PROBLEM TO WORK ON
Among the entries below, find the lines with the word "paths" and copy them.

RECORD EXCERPTS
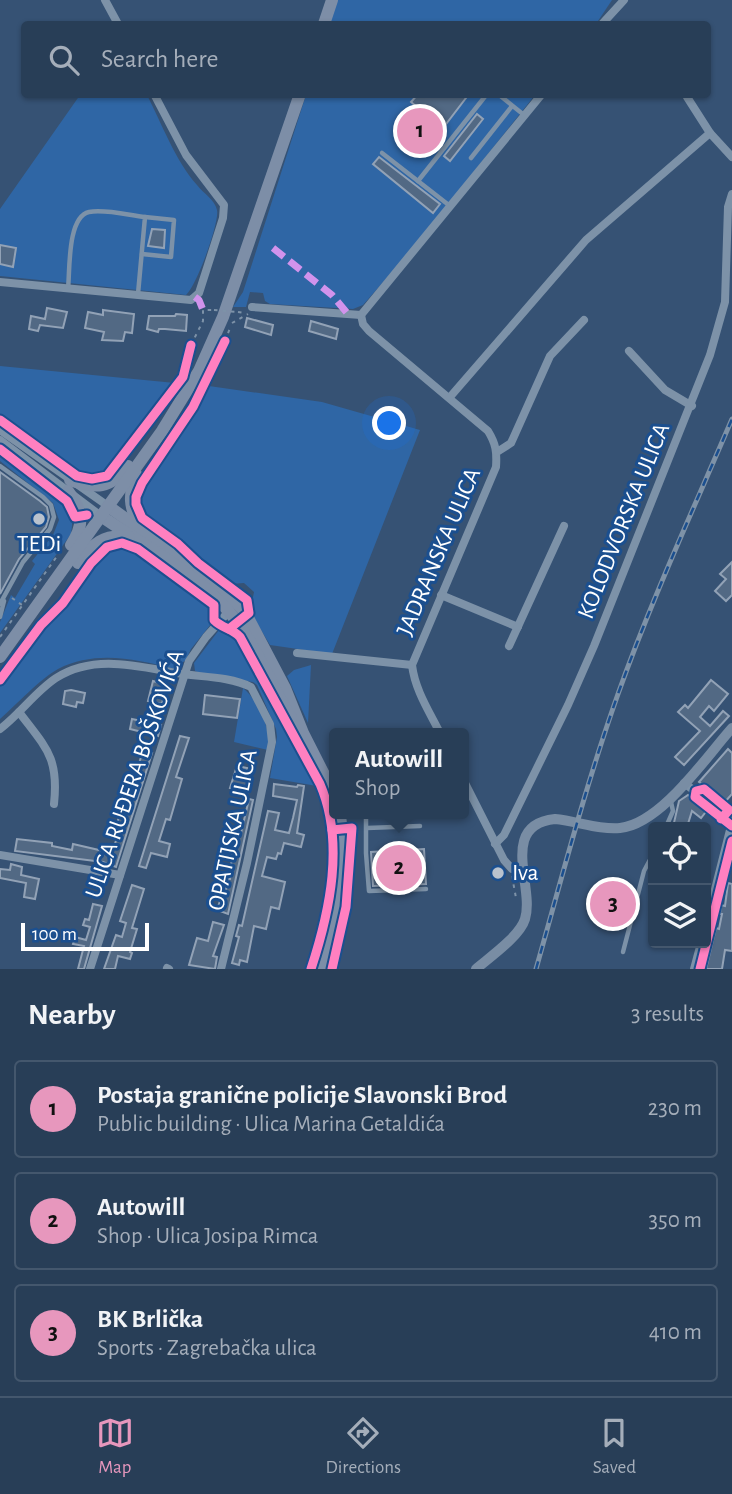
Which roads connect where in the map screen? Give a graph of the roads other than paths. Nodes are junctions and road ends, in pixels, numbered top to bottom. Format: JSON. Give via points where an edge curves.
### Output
{"nodes":[{"id":1,"x":105,"y":0,"type":"edge"},
{"id":2,"x":332,"y":0,"type":"edge"},
{"id":3,"x":625,"y":0,"type":"edge"},
{"id":4,"x":116,"y":21,"type":"edge"},
{"id":5,"x":325,"y":21,"type":"edge"},
{"id":6,"x":605,"y":21,"type":"edge"},
{"id":7,"x":156,"y":98,"type":"edge"},
{"id":8,"x":299,"y":98,"type":"edge"},
{"id":9,"x":484,"y":98,"type":"edge"},
{"id":10,"x":503,"y":98,"type":"edge"},
{"id":11,"x":539,"y":98,"type":"edge"},
{"id":12,"x":688,"y":98,"type":"edge"},
{"id":13,"x":512,"y":106,"type":"junction"},
{"id":14,"x":525,"y":116,"type":"junction"},
{"id":15,"x":710,"y":132,"type":"junction"},
{"id":16,"x":382,"y":153,"type":"dead end"},
{"id":17,"x":732,"y":157,"type":"edge"},
{"id":18,"x":471,"y":158,"type":"dead end"},
{"id":19,"x":418,"y":181,"type":"junction"},
{"id":20,"x":732,"y":194,"type":"edge"},
{"id":21,"x":450,"y":206,"type":"junction"},
{"id":22,"x":145,"y":217,"type":"junction"},
{"id":23,"x":142,"y":254,"type":"junction"},
{"id":24,"x":0,"y":282,"type":"edge"},
{"id":25,"x":68,"y":290,"type":"junction"},
{"id":26,"x":137,"y":296,"type":"junction"},
{"id":27,"x":252,"y":307,"type":"dead end"},
{"id":28,"x":361,"y":315,"type":"junction"},
{"id":29,"x":584,"y":320,"type":"dead end"},
{"id":30,"x":629,"y":351,"type":"dead end"},
{"id":31,"x":450,"y":397,"type":"junction"},
{"id":32,"x":692,"y":406,"type":"junction"},
{"id":33,"x":0,"y":430,"type":"edge"},
{"id":34,"x":162,"y":431,"type":"junction"},
{"id":35,"x":0,"y":440,"type":"edge"},
{"id":36,"x":498,"y":452,"type":"junction"},
{"id":37,"x":144,"y":457,"type":"junction"},
{"id":38,"x":0,"y":466,"type":"edge"},
{"id":39,"x":69,"y":486,"type":"junction"},
{"id":40,"x":105,"y":511,"type":"junction"},
{"id":41,"x":564,"y":526,"type":"dead end"},
{"id":42,"x":132,"y":537,"type":"junction"},
{"id":43,"x":150,"y":537,"type":"junction"},
{"id":44,"x":61,"y":572,"type":"junction"},
{"id":45,"x":6,"y":593,"type":"junction"},
{"id":46,"x":442,"y":595,"type":"junction"},
{"id":47,"x":0,"y":604,"type":"edge"},
{"id":48,"x":233,"y":607,"type":"junction"},
{"id":49,"x":0,"y":617,"type":"edge"},
{"id":50,"x":518,"y":627,"type":"junction"},
{"id":51,"x":509,"y":646,"type":"dead end"},
{"id":52,"x":296,"y":653,"type":"dead end"},
{"id":53,"x":0,"y":657,"type":"edge"},
{"id":54,"x":412,"y":665,"type":"junction"},
{"id":55,"x":184,"y":674,"type":"junction"},
{"id":56,"x":19,"y":712,"type":"junction"},
{"id":57,"x":732,"y":727,"type":"edge"},
{"id":58,"x":438,"y":728,"type":"edge"},
{"id":59,"x":0,"y":729,"type":"edge"},
{"id":60,"x":684,"y":783,"type":"junction"},
{"id":61,"x":329,"y":784,"type":"edge"},
{"id":62,"x":469,"y":791,"type":"edge"},
{"id":63,"x":670,"y":798,"type":"junction"},
{"id":64,"x":54,"y":804,"type":"dead end"},
{"id":65,"x":340,"y":819,"type":"edge"},
{"id":66,"x":366,"y":819,"type":"edge"},
{"id":67,"x":732,"y":821,"type":"edge"},
{"id":68,"x":668,"y":822,"type":"edge"},
{"id":69,"x":420,"y":826,"type":"dead end"},
{"id":70,"x":367,"y":828,"type":"junction"},
{"id":71,"x":495,"y":844,"type":"junction"},
{"id":72,"x":0,"y":855,"type":"edge"},
{"id":73,"x":648,"y":863,"type":"edge"},
{"id":74,"x":517,"y":869,"type":"junction"},
{"id":75,"x":120,"y":875,"type":"junction"},
{"id":76,"x":426,"y":889,"type":"dead end"},
{"id":77,"x":711,"y":905,"type":"edge"},
{"id":78,"x":700,"y":948,"type":"edge"},
{"id":79,"x":623,"y":951,"type":"dead end"},
{"id":80,"x":90,"y":969,"type":"edge"},
{"id":81,"x":221,"y":969,"type":"edge"},
{"id":82,"x":321,"y":969,"type":"edge"},
{"id":83,"x":476,"y":969,"type":"edge"},
{"id":84,"x":694,"y":969,"type":"edge"}],
"edges":[{"from":1,"to":4,"type":"street"},
{"from":2,"to":5,"type":"main road"},
{"from":3,"to":6,"type":"street"},
{"from":7,"to":26,"type":"street","via":[[186,155],[224,205],[223,218],[199,293],[191,300]]},
{"from":8,"to":34,"type":"main road","via":[[215,337]]},
{"from":9,"to":19,"type":"lane"},
{"from":10,"to":13,"type":"lane"},
{"from":11,"to":14,"type":"street"},
{"from":12,"to":15,"type":"street"},
{"from":13,"to":14,"type":"lane"},
{"from":13,"to":18,"type":"lane"},
{"from":14,"to":21,"type":"street"},
{"from":15,"to":17,"type":"street"},
{"from":15,"to":31,"type":"street","via":[[586,240]]},
{"from":16,"to":19,"type":"lane"},
{"from":19,"to":21,"type":"lane"},
{"from":20,"to":32,"type":"street","name":"KOLODVORSKA ULICA","via":[[725,302]]},
{"from":21,"to":28,"type":"street"},
{"from":22,"to":23,"type":"lane"},
{"from":22,"to":23,"type":"lane","via":[[174,220],[171,257]]},
{"from":22,"to":25,"type":"lane","via":[[92,212],[79,217]]},
{"from":23,"to":26,"type":"lane"},
{"from":24,"to":25,"type":"street"},
{"from":25,"to":26,"type":"street"},
{"from":27,"to":28,"type":"street"},
{"from":28,"to":31,"type":"street","name":"JADRANSKA ULICA","via":[[369,331]]},
{"from":29,"to":36,"type":"street","via":[[550,356],[512,443]]},
{"from":30,"to":32,"type":"street","via":[[665,390]]},
{"from":31,"to":36,"type":"street","name":"JADRANSKA ULICA","via":[[488,431]]},
{"from":32,"to":71,"type":"street","name":"KOLODVORSKA ULICA","via":[[569,705],[504,835]]},
{"from":33,"to":39,"type":"street"},
{"from":34,"to":37,"type":"main road"},
{"from":34,"to":39,"type":"main road","via":[[110,483]]},
{"from":35,"to":39,"type":"street"},
{"from":36,"to":46,"type":"street","name":"JADRANSKA ULICA","via":[[496,467]]},
{"from":37,"to":40,"type":"main road"},
{"from":37,"to":43,"type":"main road","via":[[130,500],[135,519]]},
{"from":38,"to":45,"type":"lane","via":[[43,497],[54,517]]},
{"from":39,"to":40,"type":"street"},
{"from":39,"to":44,"type":"main road","via":[[81,523]]},
{"from":40,"to":42,"type":"main road"},
{"from":40,"to":43,"type":"main road"},
{"from":40,"to":44,"type":"main road"},
{"from":41,"to":50,"type":"street"},
{"from":42,"to":44,"type":"main road","via":[[100,540],[69,571]]},
{"from":42,"to":48,"type":"main road"},
{"from":43,"to":48,"type":"main road","via":[[221,587]]},
{"from":44,"to":53,"type":"main road"},
{"from":45,"to":47,"type":"lane"},
{"from":45,"to":49,"type":"lane"},
{"from":46,"to":50,"type":"street"},
{"from":46,"to":54,"type":"street","name":"JADRANSKA ULICA"},
{"from":48,"to":55,"type":"street","name":"ULICA RUĐERA BOŠKOVIĆA","via":[[197,649]]},
{"from":48,"to":61,"type":"main road"},
{"from":50,"to":51,"type":"street"},
{"from":52,"to":54,"type":"street"},
{"from":54,"to":58,"type":"street","name":"JADRANSKA ULICA"},
{"from":55,"to":56,"type":"street","via":[[97,663],[55,679]]},
{"from":55,"to":75,"type":"street","name":"ULICA RUĐERA BOŠKOVIĆA"},
{"from":55,"to":81,"type":"street","name":"OPATIJSKA ULICA","via":[[251,687],[273,733]]},
{"from":56,"to":59,"type":"street"},
{"from":56,"to":64,"type":"street","via":[[51,756],[57,777]]},
{"from":57,"to":60,"type":"main road"},
{"from":60,"to":63,"type":"main road"},
{"from":60,"to":67,"type":"street"},
{"from":62,"to":71,"type":"street"},
{"from":63,"to":68,"type":"lane","via":[[673,811]]},
{"from":63,"to":74,"type":"main road","via":[[628,827],[601,828],[555,819],[540,822],[524,842]]},
{"from":65,"to":82,"type":"main road","via":[[341,870]]},
{"from":66,"to":70,"type":"lane"},
{"from":67,"to":77,"type":"street"},
{"from":69,"to":70,"type":"lane"},
{"from":70,"to":76,"type":"lane","via":[[369,891]]},
{"from":71,"to":74,"type":"street","via":[[503,860]]},
{"from":72,"to":75,"type":"street"},
{"from":73,"to":79,"type":"lane"},
{"from":74,"to":83,"type":"main road","via":[[526,898],[525,920]]},
{"from":75,"to":80,"type":"street","name":"ULICA RUĐERA BOŠKOVIĆA"},
{"from":78,"to":84,"type":"street"}]}
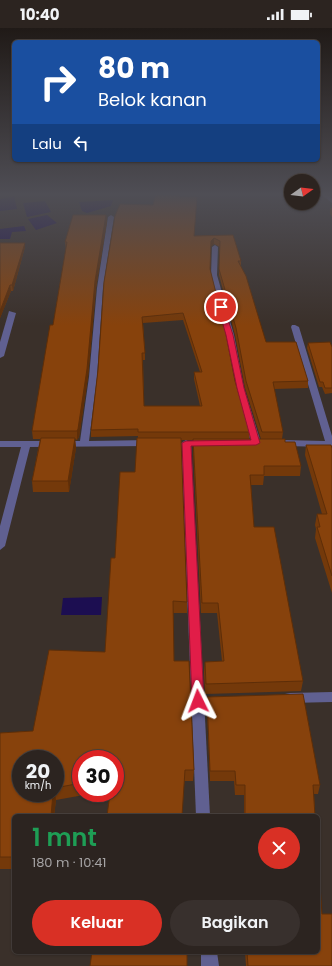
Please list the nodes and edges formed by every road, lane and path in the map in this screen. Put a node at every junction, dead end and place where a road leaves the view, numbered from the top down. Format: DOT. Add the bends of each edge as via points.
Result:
graph roads {
  1 [pos="107,238"];
  2 [pos="215,247"];
  3 [pos="12,313"];
  4 [pos="295,327"];
  5 [pos="0,356"];
  6 [pos="163,443"];
  7 [pos="186,443"];
  8 [pos="0,444"];
  9 [pos="26,444"];
  10 [pos="84,444"];
  11 [pos="331,444"];
  12 [pos="0,546"];
  13 [pos="332,697"];
  14 [pos="277,698"];
  15 [pos="214,700"];
  16 [pos="198,701"];
  17 [pos="203,814"];
  18 [pos="209,954"];
  19 [pos="210,966"];
  1 -- 10 [label="street"];
  2 -- 11 [label="street" via="214,275 230,335 240,388 260,443"];
  3 -- 5 [label="street"];
  4 -- 11 [label="street"];
  6 -- 10 [label="street"];
  7 -- 16 [label="street"];
  8 -- 9 [label="street"];
  9 -- 10 [label="street"];
  9 -- 12 [label="street"];
  13 -- 14 [label="street"];
  15 -- 16 [label="street"];
  16 -- 17 [label="street"];
  18 -- 19 [label="street"];
}
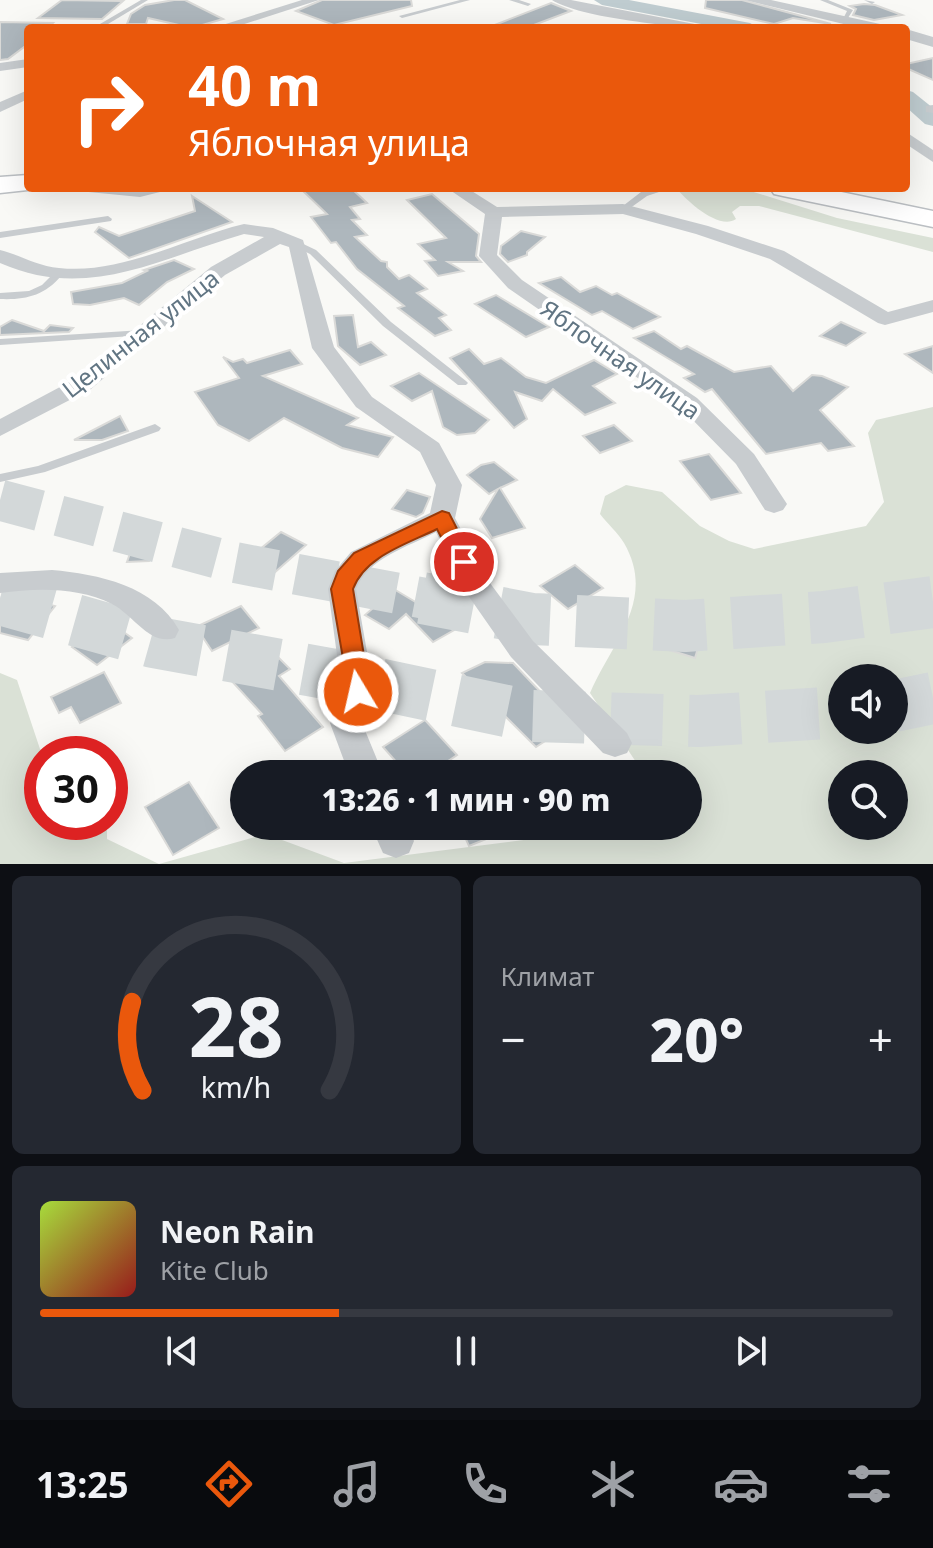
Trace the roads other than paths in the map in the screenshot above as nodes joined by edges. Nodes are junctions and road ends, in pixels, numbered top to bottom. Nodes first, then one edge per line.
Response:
1 (145, 0) edge
2 (314, 0) edge
3 (467, 0) edge
4 (512, 0) edge
5 (557, 0) edge
6 (752, 0) edge
7 (823, 0) edge
8 (528, 4) dead end
9 (256, 5) dead end
10 (268, 13) junction
11 (402, 16) dead end
12 (844, 20) junction
13 (104, 24) edge
14 (232, 24) edge
15 (266, 24) edge
16 (682, 24) edge
17 (862, 24) edge
18 (910, 35) edge
19 (933, 42) edge
20 (24, 64) edge
21 (0, 67) edge
22 (24, 98) edge
23 (0, 108) edge
24 (910, 140) edge
25 (933, 157) edge
26 (24, 183) edge
27 (0, 185) edge
28 (116, 192) edge
29 (151, 192) edge
30 (462, 192) edge
31 (652, 192) edge
32 (802, 192) edge
33 (623, 209) junction
34 (494, 212) junction
35 (927, 218) edge
36 (108, 219) dead end
37 (0, 235) edge
38 (288, 240) junction
39 (0, 256) edge
40 (58, 274) junction
41 (0, 296) edge
42 (933, 306) edge
43 (143, 333) junction
44 (0, 342) edge
45 (462, 383) dead end
46 (155, 428) dead end
47 (0, 429) edge
48 (0, 478) edge
49 (774, 504) dead end
50 (442, 518) junction
51 (0, 583) edge
52 (164, 630) dead end
53 (615, 743) dead end
54 (361, 760) edge

1 - 13 lane
2 - 10 street
3 - 11 lane
4 - 8 lane
5 - 16 street
6 - 12 street
7 - 12 lane
9 - 10 street
10 - 14 street
10 - 15 street
12 - 17 street
18 - 19 street
20 - 21 street
22 - 23 street
24 - 25 street
26 - 27 main road
28 - 29 lane
30 - 34 street
31 - 33 lane
32 - 35 main road
33 - 34 street
33 - 42 street
34 - 49 street, Яблочная улица
36 - 37 lane
38 - 40 street
38 - 43 street, Целинная улица
38 - 45 lane
38 - 50 street
39 - 40 street
40 - 41 lane
43 - 44 lane
43 - 47 street, Целинная улица
46 - 48 lane
50 - 53 street
50 - 54 street
51 - 52 street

TASK RESPONSE
Which roads connect where in the map screen? Give a graph of the roads other than paths. Nodes are junctions and road ends, in pixels, numbered top to bottom. Format: JSON. Give via points where an edge curves.
Trace the roads other than paths in the map in the screenshot above as nodes joined by edges. Nodes are junctions and road ends, in pixels, numbered top to bottom. Nodes first, then one edge per line.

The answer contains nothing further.